Ренни с Полом стоят и смотрят на выступление. В замыкающих – Мардсон, в своих пресловутых сапогах; каблуки вязнут в песке, он идет с явным усилием. Он их видит, но не подает вида, что узнает.
– Что это означает? Я про туалетную бумагу, – говорит Ренни.
– Это выпад в сторону правительства, – говорит Пол. – Мол, вот что им понадобится после выборов.
– Не понимаю, – говорит Ренни.
– Они будут в таком страхе, что наложат в штаны, – отвечает Пол. – Примерно так.
Он так терпелив с ней.
Они идут от пляжа к главной дороге города. Парад развернулся и движется в обратную сторону; люди останавливаются, глазеют. Неподалеку стоит машина, в ней те два типа в зеркальных очках, на заднем сиденье третий. Он в черном костюме, прямо служащий похоронной конторы.
– Министр юстиции, – говорит Пол.
Оказывается, большинство магазинов закрыто из-за выборов. Мужчины активно кучкуются здесь и там; на бутылках, передаваемых по кругу, поблескивает солнце. Некоторые кивают Полу. Полу – но не Ренни; их внимание скользит мимо, обтекает ее, они ее видят, но как будто боковым зрением.
Они поднимаются на холм и идут по узкой улочке. Отдаленный гул не стихает; они идут в сторону севера, и постепенно гул перерастает в пульсацию, глухое сердцебиение. Это какая-то техника, так работает двигатель.
– Это электростанция, – говорит Пол. – Работает на нефти. Там находятся бедные кварталы.
Они заходят в магазин «Стерлинг Эмпориум». Пол просит молока долгого хранения, и продавщица ему приносит. Ей лет сорок пять, у нее мощные бицепсы и маленькая аккуратная головка, вся покрыта пластиковыми загогулинами ярко-зеленых бигуди. Она достает из-под прилавка коричневый бумажный пакет.
– Для вас придержала, – говорит она.
– Яйца! – говорит Пол. И расплачивается.
Ренни в шоке от цены.
– Если это такой дефицит, почему кто-нибудь не устроит здесь птицеферму? – спрашивает она.
– Придется импортировать корм, – отвечает Пол. – Его здесь не выращивают. А корм весит больше яиц. Кроме того, их везут из Штатов.
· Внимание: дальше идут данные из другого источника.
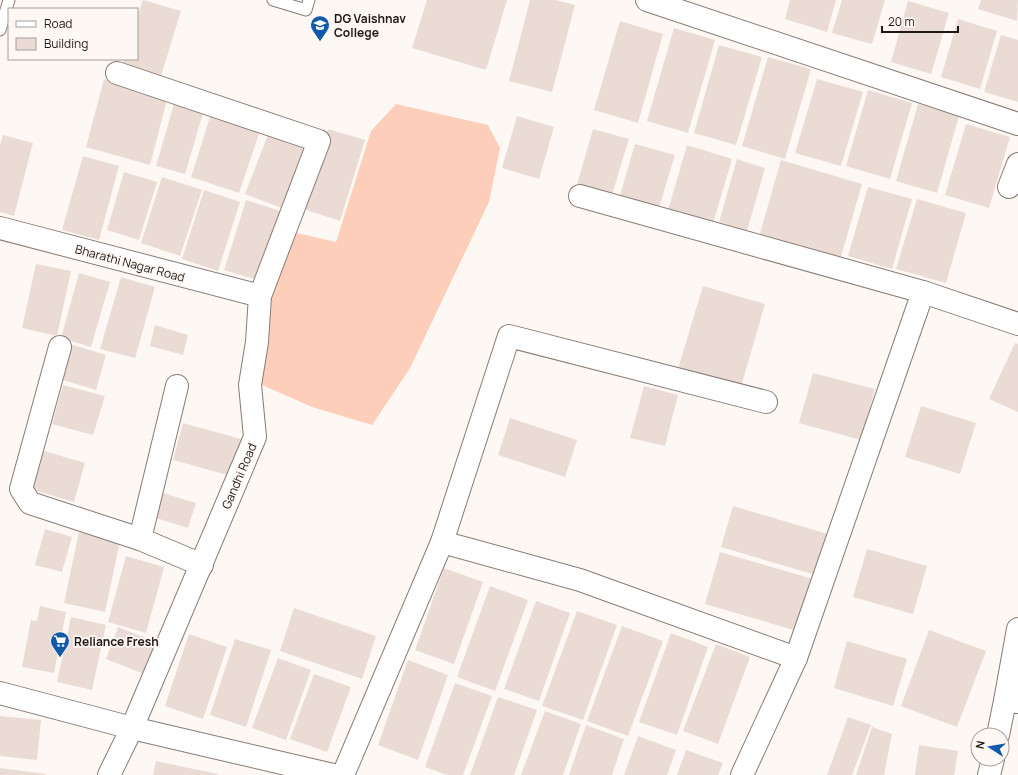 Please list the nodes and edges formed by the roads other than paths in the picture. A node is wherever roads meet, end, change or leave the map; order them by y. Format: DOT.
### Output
graph roads {
  1 [pos="9,0"];
  2 [pos="273,0"];
  3 [pos="309,0"];
  4 [pos="647,0"];
  5 [pos="676,4"];
  6 [pos="0,30"];
  7 [pos="117,73"];
  8 [pos="1018,124"];
  9 [pos="1018,164"];
  10 [pos="1009,187"];
  11 [pos="580,196"];
  12 [pos="0,228"];
  13 [pos="923,292"];
  14 [pos="260,296"];
  15 [pos="1018,324"];
  16 [pos="60,347"];
  17 [pos="177,386"];
  18 [pos="766,402"];
  19 [pos="140,539"];
  20 [pos="442,542"];
  21 [pos="202,565"];
  22 [pos="1018,629"];
  23 [pos="796,658"];
  24 [pos="0,693"];
  25 [pos="1011,702"];
  26 [pos="1001,727"];
  27 [pos="132,728"];
  28 [pos="109,775"];
  29 [pos="333,775"];
  30 [pos="343,775"];
  31 [pos="742,775"];
  1 -- 6 [label="lane"];
  2 -- 3 [label="lane"];
  4 -- 5 [label="street"];
  5 -- 8 [label="street"];
  7 -- 14 [label="street, Gandhi Road"];
  9 -- 10 [label="street"];
  11 -- 13 [label="street"];
  12 -- 14 [label="street, Bharathi Nagar Road"];
  13 -- 15 [label="street"];
  13 -- 23 [label="street"];
  14 -- 21 [label="street, Gandhi Road"];
  16 -- 19 [label="street"];
  17 -- 19 [label="street"];
  18 -- 20 [label="street"];
  19 -- 21 [label="street"];
  20 -- 23 [label="street"];
  20 -- 30 [label="street"];
  21 -- 27 [label="street, Gandhi Road"];
  22 -- 25 [label="street"];
  23 -- 31 [label="street"];
  24 -- 27 [label="street"];
  25 -- 26 [label="street"];
  27 -- 28 [label="street, Gandhi Road"];
  27 -- 29 [label="street"];
}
– И что это меняет? – спрашивает Ренни.
Пол лишь улыбается.
– Вора поймали! – сообщает продавщица, когда они подходят к двери. – Его увезли на полицейском катере.
– Повезло парню, – говорит Пол.
– Почему «повезло»? – спрашивает Ренни уже на улице.
– Жив останется, – говорит Пол. – В прошлом месяце тут схватили одного мужчину, он свиней украл в соседней деревне; так его забили насмерть, без лишних слов.
– Полиция? Ужас какой, – говорит Ренни.
– Нет. Люди, которых он хотел обокрасть, – говорит Пол. – Так что этому повезло, что он туристов обворовывал. Если бы местных – они башку бы ему оторвали или связали по рукам и ногам и бросили в море. По их убеждению, воровство хуже убийства.
– Просто не верится, – говорит Ренни.
– А ты посмотри их глазами, – говорит Пол. – Если человек вышел из себя и зарубил любовницу – его можно понять, это преступление на почве страсти; а кражу планируют заранее. Так они это видят.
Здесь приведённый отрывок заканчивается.